De facto, naquele momento, o Jordan de Antti Kalhola entra na boxe com o pneu traseiro esquerdo furado, com a borracha arrancada e com o aro à mostra, incapaz de continuar. O jovem finlandês, frustrado, sai do seu carro, tira o capacete e com um ar calmo, diz:

- Bruce, estamos a caminhar para uma catástrofe. Quase apanhei um susto por causa de um cão.
- Quando?
- Há duas voltas, na zona anterior ao gancho. E antes vi pessoas a correr de um lado ao outro, na zona aqui da Parabólica.
- Peraltada, queres tu dizer.
- O que quer que se chame, isto está a ficar demasiado perigoso para nós todos.
- Tem calma, pode ser que tudo acabe em bem.
- Então, começa a rezar. Eu acho que tive sorte em não acabar a corrida.

Na 18ª volta, na boxe da Apollo, Philipp De Villiers aparece de repente nas boxes.
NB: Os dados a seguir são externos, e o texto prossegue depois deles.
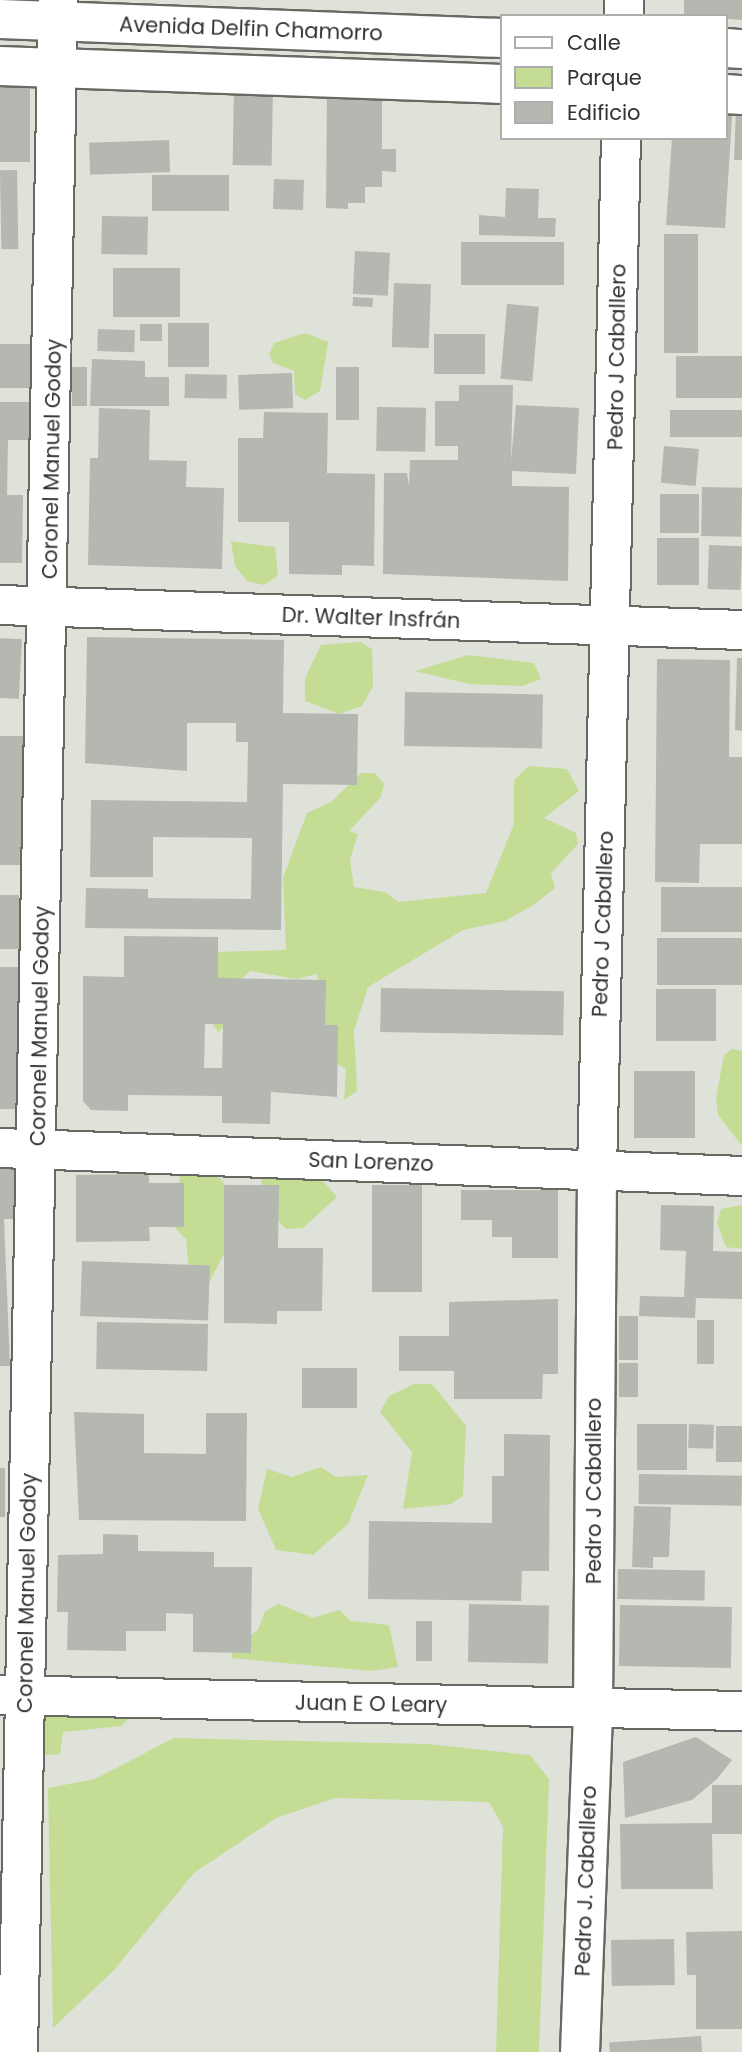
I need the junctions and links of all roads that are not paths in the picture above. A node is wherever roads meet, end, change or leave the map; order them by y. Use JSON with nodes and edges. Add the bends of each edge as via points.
{"nodes":[{"id":1,"x":58,"y":10,"type":"edge"},
{"id":2,"x":0,"y":19,"type":"edge"},
{"id":3,"x":500,"y":38,"type":"edge"},
{"id":4,"x":0,"y":66,"type":"edge"},
{"id":5,"x":58,"y":68,"type":"junction"},
{"id":6,"x":500,"y":84,"type":"edge"},
{"id":7,"x":621,"y":140,"type":"edge"},
{"id":8,"x":0,"y":605,"type":"edge"},
{"id":9,"x":50,"y":607,"type":"junction"},
{"id":10,"x":612,"y":626,"type":"junction"},
{"id":11,"x":742,"y":630,"type":"edge"},
{"id":12,"x":0,"y":1148,"type":"edge"},
{"id":13,"x":37,"y":1149,"type":"junction"},
{"id":14,"x":597,"y":1171,"type":"junction"},
{"id":15,"x":742,"y":1176,"type":"edge"},
{"id":16,"x":12,"y":1695,"type":"edge"},
{"id":17,"x":593,"y":1709,"type":"junction"},
{"id":18,"x":742,"y":1711,"type":"edge"},
{"id":19,"x":19,"y":2052,"type":"edge"},
{"id":20,"x":580,"y":2052,"type":"edge"}],
"edges":[{"from":1,"to":2,"type":"street","name":"Avenida Delfin Chamorro"},
{"from":1,"to":3,"type":"street","name":"Avenida Delfin Chamorro"},
{"from":1,"to":5,"type":"street","name":"Coronel Manuel Godoy"},
{"from":4,"to":5,"type":"street"},
{"from":5,"to":6,"type":"street"},
{"from":5,"to":9,"type":"street","name":"Coronel Manuel Godoy"},
{"from":7,"to":10,"type":"street","name":"Pedro J Caballero"},
{"from":8,"to":9,"type":"street","name":"Dr. Walter Insfrán"},
{"from":9,"to":10,"type":"street","name":"Dr. Walter Insfrán"},
{"from":9,"to":13,"type":"street","name":"Coronel Manuel Godoy"},
{"from":10,"to":11,"type":"street","name":"Dr. Walter Insfrán"},
{"from":10,"to":14,"type":"street","name":"Pedro J Caballero"},
{"from":12,"to":13,"type":"street","name":"San Lorenzo"},
{"from":13,"to":14,"type":"street","name":"San Lorenzo"},
{"from":13,"to":16,"type":"street","name":"Coronel Manuel Godoy"},
{"from":14,"to":15,"type":"street","name":"San Lorenzo"},
{"from":14,"to":17,"type":"street","name":"Pedro J Caballero"},
{"from":16,"to":17,"type":"street","name":"Juan E O Leary"},
{"from":16,"to":19,"type":"street","name":"Coronel Manuel Godoy"},
{"from":17,"to":18,"type":"street","name":"Juan E O Leary"},
{"from":17,"to":20,"type":"street","name":"Pedro J. Caballero"}]}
Estava fulo e via-se da maneira como tirou, primeiro o volante, depois as luvas, e por fim o capacete. Zangado, dirigiu-se a Pete, Alex e Alexandre. Teresa e Pam viam tudo do outro lado das boxes.

- Manda parar a corrida. Eu não tenho condições para correr assim.
- Porquê?
- Eu quase morri há pouco. Teve um maluco que atravessou-se à minha frente. À minha frente! Estão pessoas nas bermas a arriscarem-se a vida, com um pé no asfalto… eu vim correr para um manicómio!
- Tem calma, tem calma. Eu sei que isto é mau, mas deverias ter continuado. Não deverias ter largado o carro…
- Chefe, não tenho condições para correr. Não neste ambiente…

De repente, as pessoas apontam para um sitio distante na pista. Uma coluna de fumo negro elevava-se para o ar, em linha reta, dado que não havia vento nesse momento. Momentos depois, o diretor de corrida apareceu com uma bandeira vermelha, que a mostrou para os pilotos na pista. E logo a seguir o anuncio:

“Carrera interrompida. O BRM numero 19 de Teodoro Solana Hernandez está em chamas na zona do Esse del Lago”. A seguir, as sirenes das ambulâncias começaram-se a ouvir um pouco por todo o lado, temendo o pior. A corrida está interrompida na volta vinte das 65 voltas previstas para essa corrida. O ambiente estava tenso à medida que os carros paravam ao pé da reta, alinhados, esperando por mais novidades. A coluna de fumo que se erguia fazia temer o pior entre eles.